Falsch: Frischgemüse ist besser als tiefgekühltes

Richtig: Oft ist das Gegenteil der Fall

Viele Vitamine sind licht-, luft- und wärmeempfindlich. Wenn Ihr Lieblingsgemüse viele Tage lang in Kisten im Supermarktregal liegt, hat es schon einen Großteil seines Vitamingehalts eingebüßt. Dass ständig Leute das Gemüse angrabschen, bekommt dem Gemüse auch nicht gerade. Und wenn Sie dieses Gemüse nach Hause bringen und dort auch noch mal einpaar Tage liegen lassen, werden Sie darin nur einen Bruchteil der ursprünglichen Vitaminmenge vorfinden.

Tiefkühlgemüse wird hingegen schon kurz nach dem Ernten schockgefrostet und in licht- und luftdichte Verpackungen gesteckt. Die Vitamine bleiben so weitgehend erhalten. Außerdem ist tiefgekühltes Gemüse viel praktischer und schneller zuzubereiten als frisches: es ist bereits gewaschen und nötigenfalls geschält.

 

Falsch: 5 Mal Gemüse und Obst am Tag heißt, alles roh zu essen

Richtig: 5 Mal Gemüse und Obst heißt, 5 Portionen davon in allen Zubereitungsarten

Die gute Nachricht für alle, die nicht wissen, wie sie bloß so viel Rohkost – und das jeden Tag! – essen sollen: Nicht nur Obst und Gemüse pur leisten einen Beitrag zu 5 am Tag. Auch Fertiggerichte mit mindestens 1 Portion Obst oder Gemüse sind geeignet. Dazu zählt z.B. auch die Tomatensauce auf der Pizza (Achtung: Ketchup zählt nicht, weil es fast genauso viel Zucker enthält wie es Tomaten beinhaltet).
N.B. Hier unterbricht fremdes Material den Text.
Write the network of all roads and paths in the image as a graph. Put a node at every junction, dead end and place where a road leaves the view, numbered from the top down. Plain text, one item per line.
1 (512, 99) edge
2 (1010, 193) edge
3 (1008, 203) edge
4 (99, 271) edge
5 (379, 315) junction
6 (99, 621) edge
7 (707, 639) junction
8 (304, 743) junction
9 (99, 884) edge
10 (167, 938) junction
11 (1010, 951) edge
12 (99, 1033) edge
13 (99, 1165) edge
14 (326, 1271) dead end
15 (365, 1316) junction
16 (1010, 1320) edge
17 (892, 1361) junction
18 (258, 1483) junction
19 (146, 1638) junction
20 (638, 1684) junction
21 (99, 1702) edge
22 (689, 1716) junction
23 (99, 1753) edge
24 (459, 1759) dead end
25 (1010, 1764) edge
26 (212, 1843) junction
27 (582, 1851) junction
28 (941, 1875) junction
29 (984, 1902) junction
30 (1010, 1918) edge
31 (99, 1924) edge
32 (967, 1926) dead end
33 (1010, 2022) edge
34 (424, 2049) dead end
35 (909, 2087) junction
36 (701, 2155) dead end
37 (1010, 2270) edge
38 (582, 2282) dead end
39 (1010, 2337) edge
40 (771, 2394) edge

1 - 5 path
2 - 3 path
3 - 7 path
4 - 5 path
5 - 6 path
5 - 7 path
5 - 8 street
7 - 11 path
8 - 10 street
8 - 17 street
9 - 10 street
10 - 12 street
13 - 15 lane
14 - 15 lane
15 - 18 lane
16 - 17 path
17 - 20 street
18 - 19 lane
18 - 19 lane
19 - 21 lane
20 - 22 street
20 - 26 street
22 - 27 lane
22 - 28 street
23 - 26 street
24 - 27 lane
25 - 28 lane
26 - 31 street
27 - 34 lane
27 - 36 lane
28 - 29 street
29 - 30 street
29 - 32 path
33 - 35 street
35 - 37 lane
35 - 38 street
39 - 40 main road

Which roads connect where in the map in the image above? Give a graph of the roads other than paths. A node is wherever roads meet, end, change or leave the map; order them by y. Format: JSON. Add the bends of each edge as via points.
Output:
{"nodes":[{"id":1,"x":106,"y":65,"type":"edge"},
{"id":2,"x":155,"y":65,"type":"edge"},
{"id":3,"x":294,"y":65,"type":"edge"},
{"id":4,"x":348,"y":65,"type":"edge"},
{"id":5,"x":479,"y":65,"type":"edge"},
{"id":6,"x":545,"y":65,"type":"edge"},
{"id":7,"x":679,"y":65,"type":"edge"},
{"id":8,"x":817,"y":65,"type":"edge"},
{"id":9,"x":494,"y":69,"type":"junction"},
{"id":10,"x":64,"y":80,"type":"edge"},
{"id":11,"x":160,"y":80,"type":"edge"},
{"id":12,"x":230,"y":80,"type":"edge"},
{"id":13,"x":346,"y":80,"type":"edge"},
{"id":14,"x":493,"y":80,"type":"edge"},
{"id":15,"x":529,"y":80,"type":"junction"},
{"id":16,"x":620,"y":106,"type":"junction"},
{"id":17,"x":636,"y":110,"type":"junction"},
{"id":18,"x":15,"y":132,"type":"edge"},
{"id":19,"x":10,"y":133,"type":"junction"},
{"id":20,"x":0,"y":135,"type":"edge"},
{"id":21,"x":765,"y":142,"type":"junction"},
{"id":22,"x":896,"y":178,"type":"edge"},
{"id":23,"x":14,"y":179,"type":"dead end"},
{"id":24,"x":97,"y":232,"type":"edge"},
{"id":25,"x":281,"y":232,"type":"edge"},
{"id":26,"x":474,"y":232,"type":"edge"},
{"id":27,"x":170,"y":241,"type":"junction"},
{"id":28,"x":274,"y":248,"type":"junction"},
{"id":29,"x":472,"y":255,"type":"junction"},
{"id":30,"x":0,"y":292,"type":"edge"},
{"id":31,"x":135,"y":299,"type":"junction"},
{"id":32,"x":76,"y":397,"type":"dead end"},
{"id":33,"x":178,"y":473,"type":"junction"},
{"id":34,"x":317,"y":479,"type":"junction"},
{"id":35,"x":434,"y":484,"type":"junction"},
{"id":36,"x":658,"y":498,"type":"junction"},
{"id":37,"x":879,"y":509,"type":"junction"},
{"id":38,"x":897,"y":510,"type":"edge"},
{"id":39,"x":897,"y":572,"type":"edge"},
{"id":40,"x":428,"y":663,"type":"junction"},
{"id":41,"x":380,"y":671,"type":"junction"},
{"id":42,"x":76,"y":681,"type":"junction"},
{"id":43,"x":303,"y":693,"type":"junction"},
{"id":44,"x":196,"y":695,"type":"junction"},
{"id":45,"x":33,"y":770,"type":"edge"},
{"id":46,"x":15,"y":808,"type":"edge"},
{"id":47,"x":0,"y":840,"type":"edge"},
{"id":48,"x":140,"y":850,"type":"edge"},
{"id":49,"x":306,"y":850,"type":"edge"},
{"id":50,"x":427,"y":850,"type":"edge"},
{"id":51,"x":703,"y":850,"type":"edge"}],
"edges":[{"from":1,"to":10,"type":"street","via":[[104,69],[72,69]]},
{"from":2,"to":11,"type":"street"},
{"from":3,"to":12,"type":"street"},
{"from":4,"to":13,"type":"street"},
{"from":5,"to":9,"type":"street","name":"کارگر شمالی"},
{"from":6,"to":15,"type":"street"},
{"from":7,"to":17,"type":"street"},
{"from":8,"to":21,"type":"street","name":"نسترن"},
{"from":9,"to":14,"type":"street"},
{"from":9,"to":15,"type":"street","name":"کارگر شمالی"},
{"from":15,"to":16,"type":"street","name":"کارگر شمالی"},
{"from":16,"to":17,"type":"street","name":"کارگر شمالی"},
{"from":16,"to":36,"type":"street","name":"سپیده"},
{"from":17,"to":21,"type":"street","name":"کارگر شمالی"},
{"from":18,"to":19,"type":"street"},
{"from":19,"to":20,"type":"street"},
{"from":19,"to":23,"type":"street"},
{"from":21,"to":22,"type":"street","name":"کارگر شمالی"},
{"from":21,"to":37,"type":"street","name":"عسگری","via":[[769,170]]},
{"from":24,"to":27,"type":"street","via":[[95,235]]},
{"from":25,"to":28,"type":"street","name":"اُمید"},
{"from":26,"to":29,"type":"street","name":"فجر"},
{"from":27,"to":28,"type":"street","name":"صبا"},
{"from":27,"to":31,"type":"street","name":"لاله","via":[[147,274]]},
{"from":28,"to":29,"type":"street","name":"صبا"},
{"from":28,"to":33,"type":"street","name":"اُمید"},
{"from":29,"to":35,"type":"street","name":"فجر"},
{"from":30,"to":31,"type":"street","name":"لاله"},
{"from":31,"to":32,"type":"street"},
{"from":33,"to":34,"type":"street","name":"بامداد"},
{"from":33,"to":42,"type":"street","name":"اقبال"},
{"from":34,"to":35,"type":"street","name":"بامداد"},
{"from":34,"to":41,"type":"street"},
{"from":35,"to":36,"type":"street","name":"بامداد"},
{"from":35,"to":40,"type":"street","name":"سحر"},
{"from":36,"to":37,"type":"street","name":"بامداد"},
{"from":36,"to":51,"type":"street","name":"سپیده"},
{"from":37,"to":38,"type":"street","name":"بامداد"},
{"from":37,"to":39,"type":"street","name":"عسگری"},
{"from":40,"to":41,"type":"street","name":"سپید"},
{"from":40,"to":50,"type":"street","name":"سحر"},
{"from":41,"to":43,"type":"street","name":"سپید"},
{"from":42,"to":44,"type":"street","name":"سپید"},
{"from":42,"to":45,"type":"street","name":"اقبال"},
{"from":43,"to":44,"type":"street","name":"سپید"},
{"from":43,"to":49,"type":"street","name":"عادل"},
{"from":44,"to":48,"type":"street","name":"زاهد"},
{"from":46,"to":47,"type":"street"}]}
Bei den Portionsgrößen können Sie sich an folgenden Beispielen orientieren:

1 Portion Gemüse, Salat, Pilze und Obst entsprechen:

  • 1 Hand voll große, ganze Früchte wie Apfel, Pfirsich, Birne

  • 2 Hände voll kleine Früchte wie z.B. Erdbeeren

  • 1 Hand voll unzerkleinertes Gemüse wie Kohlrabi, Tomate, Gurke

  • 2 Hände voll Salat oder zerkleinertes Gemüse wie Blumenkohl, Möhren oder Brokkoli

  • 1 Glas Gemüsesaft (200ml)

  • Pilzsauce über dem Schnitzel oder im Pilze im Omelette

  • 1 Hand voll getrocknete Hülsenfrüchte wie Bohnen, Linsen oder Erbsen, z.B. im Eintopf mit Speck und Bohnen

  • Nüsse gehören in diesem Sinne zu Gemüse und Obst: 1/2 Hand voll (ca. 25 g) geschälte, ungeröstete und ungesalzene Nüsse

 

Falsch: Kartoffeln machen satt und schlank

Richtig: Kartoffeln sättigen nur kurz

Kohlenhydrate werden im Körper zu Traubenzucker (Glukose) umgewandelt, der durch die Darmzellen ins Blut gelangt. Traubenzucker ist ein guter Energielieferant, aber ohne Insulin, das die Zellen für den Zucker aufschließt, kann er nicht verwertet werden. Lebensmittel lassen die Zuckermenge unterschiedlich schnell und stark im Blut ansteigen, und der glykämische Index (GI) klassifiziert kohlenhydrathaltige Lebensmittel nach ihrer jeweiligen Fähigkeit, den Blutzuckerspiegel anzuheben. Je schneller Kohlenhydrate ins Blut gelangen, desto höher ist der GI, desto mehr Insulin wird (abhängig von der glykämischen Last) ausgeschüttet, umso schneller sinkt der Zuckerspiegel und desto schneller bekommen Sie wieder Hunger. Das bedeutet, die Kartoffel hält nicht lange satt.